Excerpts from a dataset
┌────────

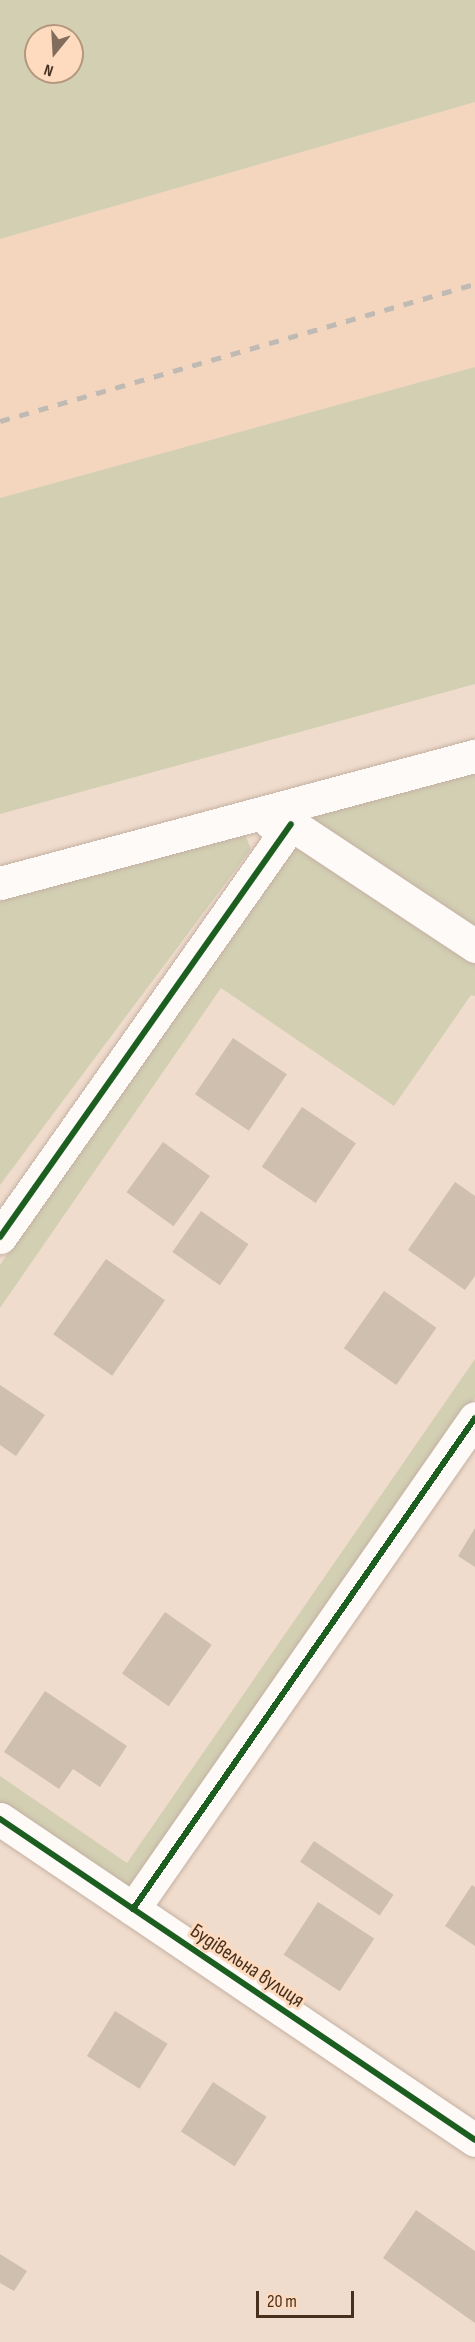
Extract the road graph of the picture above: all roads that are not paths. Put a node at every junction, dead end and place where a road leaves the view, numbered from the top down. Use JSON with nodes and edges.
{"nodes":[{"id":1,"x":475,"y":756,"type":"edge"},
{"id":2,"x":250,"y":820,"type":"junction"},
{"id":3,"x":291,"y":824,"type":"junction"},
{"id":4,"x":0,"y":884,"type":"edge"},
{"id":5,"x":475,"y":945,"type":"edge"},
{"id":6,"x":0,"y":1238,"type":"edge"},
{"id":7,"x":475,"y":1418,"type":"edge"},
{"id":8,"x":0,"y":1819,"type":"edge"},
{"id":9,"x":133,"y":1909,"type":"junction"},
{"id":10,"x":475,"y":2140,"type":"edge"}],
"edges":[{"from":1,"to":2,"type":"street"},
{"from":2,"to":3,"type":"street"},
{"from":2,"to":4,"type":"street"},
{"from":3,"to":5,"type":"street"},
{"from":3,"to":6,"type":"street"},
{"from":7,"to":9,"type":"street"},
{"from":8,"to":9,"type":"street","name":"Будівельна вулиця"},
{"from":9,"to":10,"type":"street","name":"Будівельна вулиця"}]}
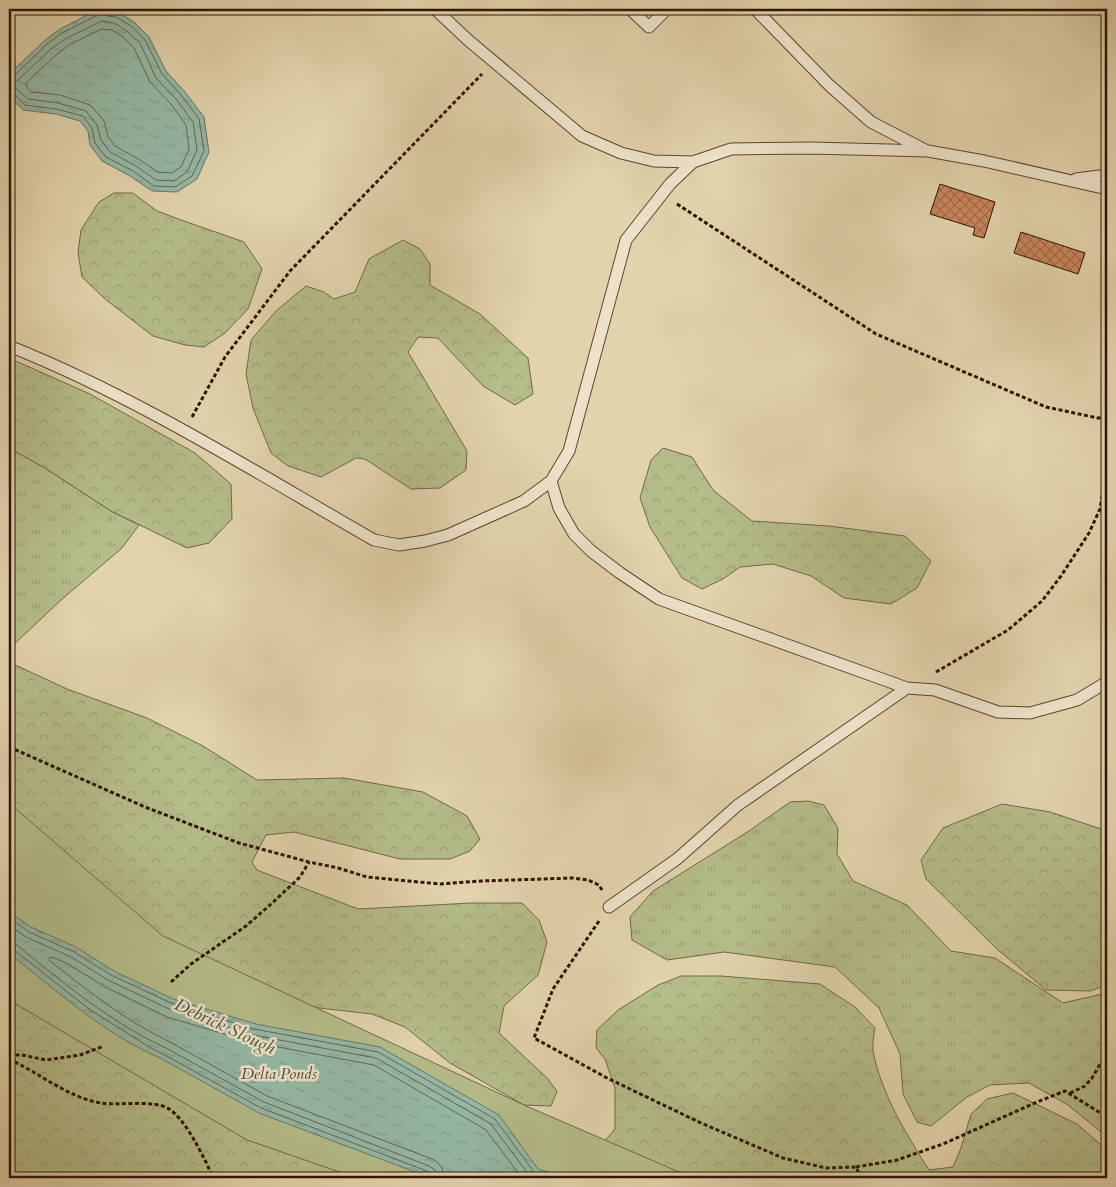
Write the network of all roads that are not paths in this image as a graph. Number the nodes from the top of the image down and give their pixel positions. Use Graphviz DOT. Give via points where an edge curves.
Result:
graph roads {
  1 [pos="435,9"];
  2 [pos="630,9"];
  3 [pos="667,9"];
  4 [pos="755,9"];
  5 [pos="928,151"];
  6 [pos="693,162"];
  7 [pos="1107,175"];
  8 [pos="1066,180"];
  9 [pos="1107,189"];
  10 [pos="9,346"];
  11 [pos="551,480"];
  12 [pos="1107,682"];
  13 [pos="907,688"];
  14 [pos="609,907"];
  1 -- 6 [label="lane" via="582,136 621,153 654,161"];
  2 -- 3 [label="lane" via="649,27"];
  4 -- 5 [label="lane" via="829,85 871,122"];
  5 -- 6 [label="lane" via="731,149"];
  5 -- 8 [label="lane"];
  6 -- 11 [label="lane" via="670,184 626,240 569,451"];
  7 -- 8 [label="lane"];
  8 -- 9 [label="lane"];
  10 -- 11 [label="lane" via="159,416 374,540 399,545 448,535 524,501"];
  11 -- 13 [label="lane" via="559,508 574,534 591,552 659,599"];
  12 -- 13 [label="lane" via="1077,700 1030,713 998,712 934,690"];
  13 -- 14 [label="lane" via="738,804 678,859"];
}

└────────

### Task directions
Exact copies of all the entries, without any pictures, are what the answer must contain.

### Exercise answer
Extract the road graph of the picture above: all roads that are not paths. Put a node at every junction, dead end and place where a road leaves the view, numbered from the top down. Use JSON with nodes and edges.
{"nodes":[{"id":1,"x":475,"y":756,"type":"edge"},
{"id":2,"x":250,"y":820,"type":"junction"},
{"id":3,"x":291,"y":824,"type":"junction"},
{"id":4,"x":0,"y":884,"type":"edge"},
{"id":5,"x":475,"y":945,"type":"edge"},
{"id":6,"x":0,"y":1238,"type":"edge"},
{"id":7,"x":475,"y":1418,"type":"edge"},
{"id":8,"x":0,"y":1819,"type":"edge"},
{"id":9,"x":133,"y":1909,"type":"junction"},
{"id":10,"x":475,"y":2140,"type":"edge"}],
"edges":[{"from":1,"to":2,"type":"street"},
{"from":2,"to":3,"type":"street"},
{"from":2,"to":4,"type":"street"},
{"from":3,"to":5,"type":"street"},
{"from":3,"to":6,"type":"street"},
{"from":7,"to":9,"type":"street"},
{"from":8,"to":9,"type":"street","name":"Будівельна вулиця"},
{"from":9,"to":10,"type":"street","name":"Будівельна вулиця"}]}
Write the network of all roads that are not paths in this image as a graph. Number the nodes from the top of the image down and give their pixel positions. Use Graphviz DOT. Give via points where an edge curves.
Result:
graph roads {
  1 [pos="435,9"];
  2 [pos="630,9"];
  3 [pos="667,9"];
  4 [pos="755,9"];
  5 [pos="928,151"];
  6 [pos="693,162"];
  7 [pos="1107,175"];
  8 [pos="1066,180"];
  9 [pos="1107,189"];
  10 [pos="9,346"];
  11 [pos="551,480"];
  12 [pos="1107,682"];
  13 [pos="907,688"];
  14 [pos="609,907"];
  1 -- 6 [label="lane" via="582,136 621,153 654,161"];
  2 -- 3 [label="lane" via="649,27"];
  4 -- 5 [label="lane" via="829,85 871,122"];
  5 -- 6 [label="lane" via="731,149"];
  5 -- 8 [label="lane"];
  6 -- 11 [label="lane" via="670,184 626,240 569,451"];
  7 -- 8 [label="lane"];
  8 -- 9 [label="lane"];
  10 -- 11 [label="lane" via="159,416 374,540 399,545 448,535 524,501"];
  11 -- 13 [label="lane" via="559,508 574,534 591,552 659,599"];
  12 -- 13 [label="lane" via="1077,700 1030,713 998,712 934,690"];
  13 -- 14 [label="lane" via="738,804 678,859"];
}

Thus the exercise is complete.